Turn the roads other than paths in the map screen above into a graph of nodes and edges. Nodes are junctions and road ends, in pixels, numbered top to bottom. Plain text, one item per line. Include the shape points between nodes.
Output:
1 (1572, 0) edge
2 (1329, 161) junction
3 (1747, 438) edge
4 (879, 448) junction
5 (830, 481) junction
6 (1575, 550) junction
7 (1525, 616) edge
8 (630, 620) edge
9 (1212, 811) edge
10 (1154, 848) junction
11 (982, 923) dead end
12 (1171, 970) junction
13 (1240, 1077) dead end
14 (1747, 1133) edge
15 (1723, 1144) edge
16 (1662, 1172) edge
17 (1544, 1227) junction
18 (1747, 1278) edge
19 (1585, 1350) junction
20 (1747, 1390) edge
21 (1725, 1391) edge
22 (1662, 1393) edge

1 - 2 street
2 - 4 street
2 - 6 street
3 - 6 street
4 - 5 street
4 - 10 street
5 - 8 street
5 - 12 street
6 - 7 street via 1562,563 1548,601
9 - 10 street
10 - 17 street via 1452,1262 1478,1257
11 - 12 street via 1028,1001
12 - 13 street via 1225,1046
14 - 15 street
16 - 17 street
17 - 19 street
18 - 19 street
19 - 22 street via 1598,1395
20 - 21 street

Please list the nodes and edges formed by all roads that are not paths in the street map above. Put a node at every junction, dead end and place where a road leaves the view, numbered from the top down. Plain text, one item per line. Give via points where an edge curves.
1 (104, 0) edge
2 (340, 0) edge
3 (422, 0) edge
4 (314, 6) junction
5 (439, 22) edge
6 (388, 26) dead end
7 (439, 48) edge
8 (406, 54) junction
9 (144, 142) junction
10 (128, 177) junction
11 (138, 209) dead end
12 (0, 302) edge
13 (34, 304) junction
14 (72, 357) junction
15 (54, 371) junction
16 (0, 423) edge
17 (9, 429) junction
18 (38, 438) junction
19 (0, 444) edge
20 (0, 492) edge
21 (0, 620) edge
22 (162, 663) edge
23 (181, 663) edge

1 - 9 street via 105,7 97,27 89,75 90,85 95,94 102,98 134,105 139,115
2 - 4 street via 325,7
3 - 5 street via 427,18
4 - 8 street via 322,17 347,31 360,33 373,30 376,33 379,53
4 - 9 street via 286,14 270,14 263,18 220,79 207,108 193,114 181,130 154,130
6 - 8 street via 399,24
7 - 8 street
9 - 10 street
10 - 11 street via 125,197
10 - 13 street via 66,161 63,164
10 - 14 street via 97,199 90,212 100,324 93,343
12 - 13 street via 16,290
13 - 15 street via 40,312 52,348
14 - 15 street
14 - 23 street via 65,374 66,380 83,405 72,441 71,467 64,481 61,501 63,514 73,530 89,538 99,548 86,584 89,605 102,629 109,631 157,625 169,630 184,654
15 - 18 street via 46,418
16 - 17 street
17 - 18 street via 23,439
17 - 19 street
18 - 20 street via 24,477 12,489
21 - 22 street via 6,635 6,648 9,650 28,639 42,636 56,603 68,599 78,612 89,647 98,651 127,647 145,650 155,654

### [EXERCISE DIRECTIONS]
Give back all of the entries exactly as written.

### [EXERCISE SOLUTION]
Turn the roads other than paths in the map screen above into a graph of nodes and edges. Nodes are junctions and road ends, in pixels, numbered top to bottom. Plain text, one item per line. Include the shape points between nodes.
Output:
1 (1572, 0) edge
2 (1329, 161) junction
3 (1747, 438) edge
4 (879, 448) junction
5 (830, 481) junction
6 (1575, 550) junction
7 (1525, 616) edge
8 (630, 620) edge
9 (1212, 811) edge
10 (1154, 848) junction
11 (982, 923) dead end
12 (1171, 970) junction
13 (1240, 1077) dead end
14 (1747, 1133) edge
15 (1723, 1144) edge
16 (1662, 1172) edge
17 (1544, 1227) junction
18 (1747, 1278) edge
19 (1585, 1350) junction
20 (1747, 1390) edge
21 (1725, 1391) edge
22 (1662, 1393) edge

1 - 2 street
2 - 4 street
2 - 6 street
3 - 6 street
4 - 5 street
4 - 10 street
5 - 8 street
5 - 12 street
6 - 7 street via 1562,563 1548,601
9 - 10 street
10 - 17 street via 1452,1262 1478,1257
11 - 12 street via 1028,1001
12 - 13 street via 1225,1046
14 - 15 street
16 - 17 street
17 - 19 street
18 - 19 street
19 - 22 street via 1598,1395
20 - 21 street

Please list the nodes and edges formed by all roads that are not paths in the street map above. Put a node at every junction, dead end and place where a road leaves the view, numbered from the top down. Plain text, one item per line. Give via points where an edge curves.
1 (104, 0) edge
2 (340, 0) edge
3 (422, 0) edge
4 (314, 6) junction
5 (439, 22) edge
6 (388, 26) dead end
7 (439, 48) edge
8 (406, 54) junction
9 (144, 142) junction
10 (128, 177) junction
11 (138, 209) dead end
12 (0, 302) edge
13 (34, 304) junction
14 (72, 357) junction
15 (54, 371) junction
16 (0, 423) edge
17 (9, 429) junction
18 (38, 438) junction
19 (0, 444) edge
20 (0, 492) edge
21 (0, 620) edge
22 (162, 663) edge
23 (181, 663) edge

1 - 9 street via 105,7 97,27 89,75 90,85 95,94 102,98 134,105 139,115
2 - 4 street via 325,7
3 - 5 street via 427,18
4 - 8 street via 322,17 347,31 360,33 373,30 376,33 379,53
4 - 9 street via 286,14 270,14 263,18 220,79 207,108 193,114 181,130 154,130
6 - 8 street via 399,24
7 - 8 street
9 - 10 street
10 - 11 street via 125,197
10 - 13 street via 66,161 63,164
10 - 14 street via 97,199 90,212 100,324 93,343
12 - 13 street via 16,290
13 - 15 street via 40,312 52,348
14 - 15 street
14 - 23 street via 65,374 66,380 83,405 72,441 71,467 64,481 61,501 63,514 73,530 89,538 99,548 86,584 89,605 102,629 109,631 157,625 169,630 184,654
15 - 18 street via 46,418
16 - 17 street
17 - 18 street via 23,439
17 - 19 street
18 - 20 street via 24,477 12,489
21 - 22 street via 6,635 6,648 9,650 28,639 42,636 56,603 68,599 78,612 89,647 98,651 127,647 145,650 155,654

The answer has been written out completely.